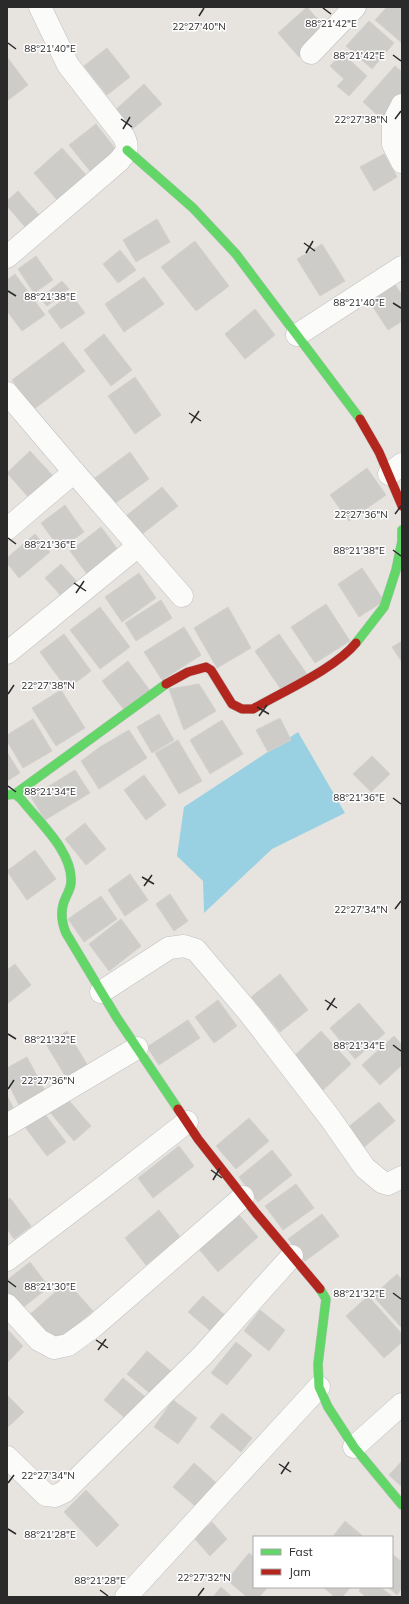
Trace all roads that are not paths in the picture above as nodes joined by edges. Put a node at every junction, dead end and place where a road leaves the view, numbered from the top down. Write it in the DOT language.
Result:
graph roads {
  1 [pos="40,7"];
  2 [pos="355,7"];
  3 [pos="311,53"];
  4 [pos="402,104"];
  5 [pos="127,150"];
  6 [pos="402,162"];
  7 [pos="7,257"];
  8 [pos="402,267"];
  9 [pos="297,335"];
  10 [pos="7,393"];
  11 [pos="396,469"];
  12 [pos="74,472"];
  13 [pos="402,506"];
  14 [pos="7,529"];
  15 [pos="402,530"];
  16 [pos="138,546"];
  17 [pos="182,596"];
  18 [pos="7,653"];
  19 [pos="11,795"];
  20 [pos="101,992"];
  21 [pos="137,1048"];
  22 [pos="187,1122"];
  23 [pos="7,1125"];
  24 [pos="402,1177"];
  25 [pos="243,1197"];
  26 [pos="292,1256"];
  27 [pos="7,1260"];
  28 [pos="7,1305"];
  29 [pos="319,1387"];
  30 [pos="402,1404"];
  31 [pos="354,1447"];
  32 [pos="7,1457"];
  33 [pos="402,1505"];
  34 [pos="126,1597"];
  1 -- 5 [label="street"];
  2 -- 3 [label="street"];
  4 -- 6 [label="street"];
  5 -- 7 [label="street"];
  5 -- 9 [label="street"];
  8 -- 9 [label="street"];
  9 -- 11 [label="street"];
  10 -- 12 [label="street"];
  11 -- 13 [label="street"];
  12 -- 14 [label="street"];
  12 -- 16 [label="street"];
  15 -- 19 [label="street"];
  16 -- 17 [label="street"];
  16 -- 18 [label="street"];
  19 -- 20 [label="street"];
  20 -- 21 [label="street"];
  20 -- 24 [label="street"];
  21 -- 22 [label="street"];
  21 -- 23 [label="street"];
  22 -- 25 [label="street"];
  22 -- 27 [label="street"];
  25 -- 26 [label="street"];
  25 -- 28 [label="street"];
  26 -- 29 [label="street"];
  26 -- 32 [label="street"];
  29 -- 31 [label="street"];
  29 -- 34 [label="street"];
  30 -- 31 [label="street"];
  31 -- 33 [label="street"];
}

=-=-=-=-=

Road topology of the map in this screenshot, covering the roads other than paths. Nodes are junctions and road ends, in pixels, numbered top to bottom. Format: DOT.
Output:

=-=-=-=-=

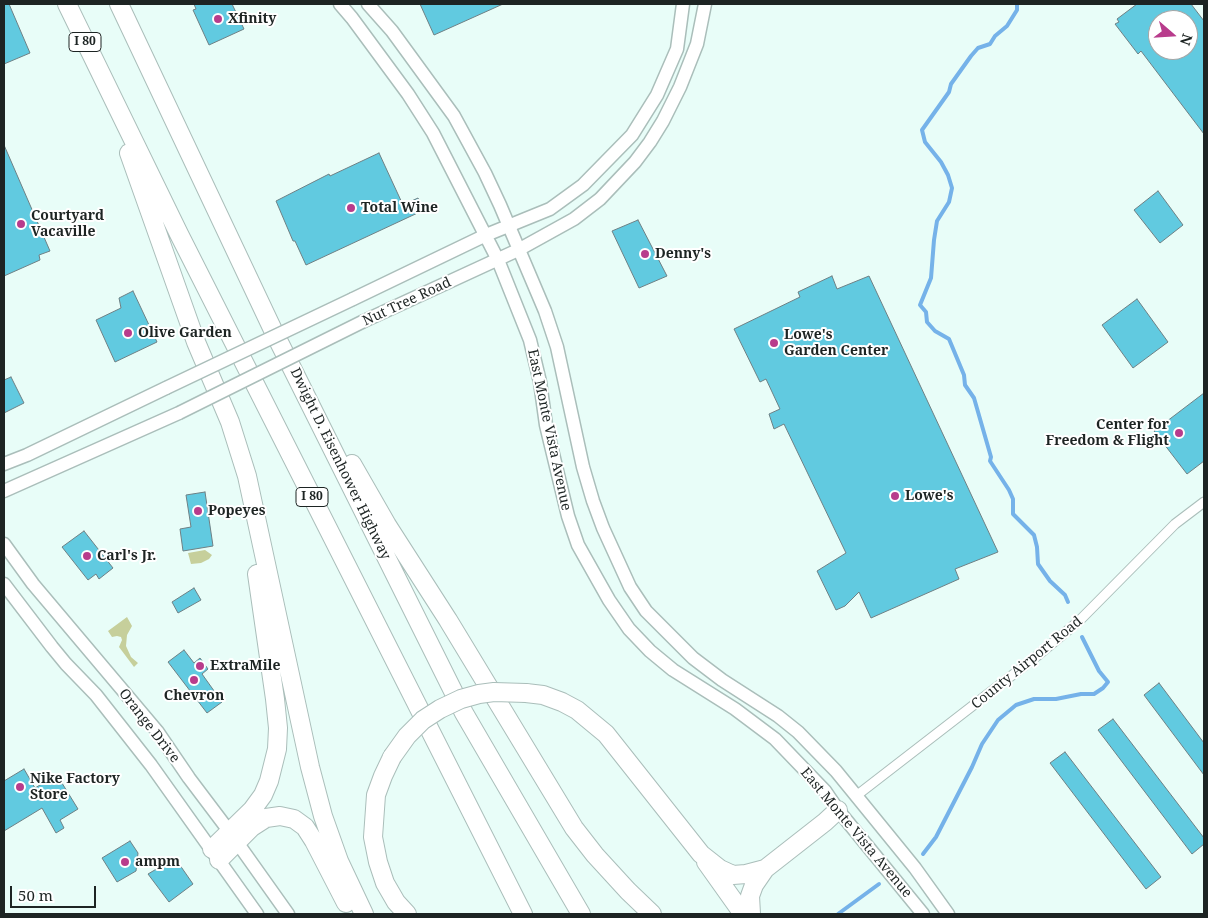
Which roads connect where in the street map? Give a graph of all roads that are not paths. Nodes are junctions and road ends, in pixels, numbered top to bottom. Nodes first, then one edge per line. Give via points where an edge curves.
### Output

=-=-=-=-=

EXERCISE OBJECTIVE — Search the entries for "junctions" and copy each matching line.

REPLY TO THE TASK —
Road topology of the map in this screenshot, covering the roads other than paths. Nodes are junctions and road ends, in pixels, numbered top to bottom. Format: DOT.
Which roads connect where in the street map? Give a graph of all roads that are not paths. Nodes are junctions and road ends, in pixels, numbered top to bottom. Nodes first, then one edge per line. Give via points where an edge curves.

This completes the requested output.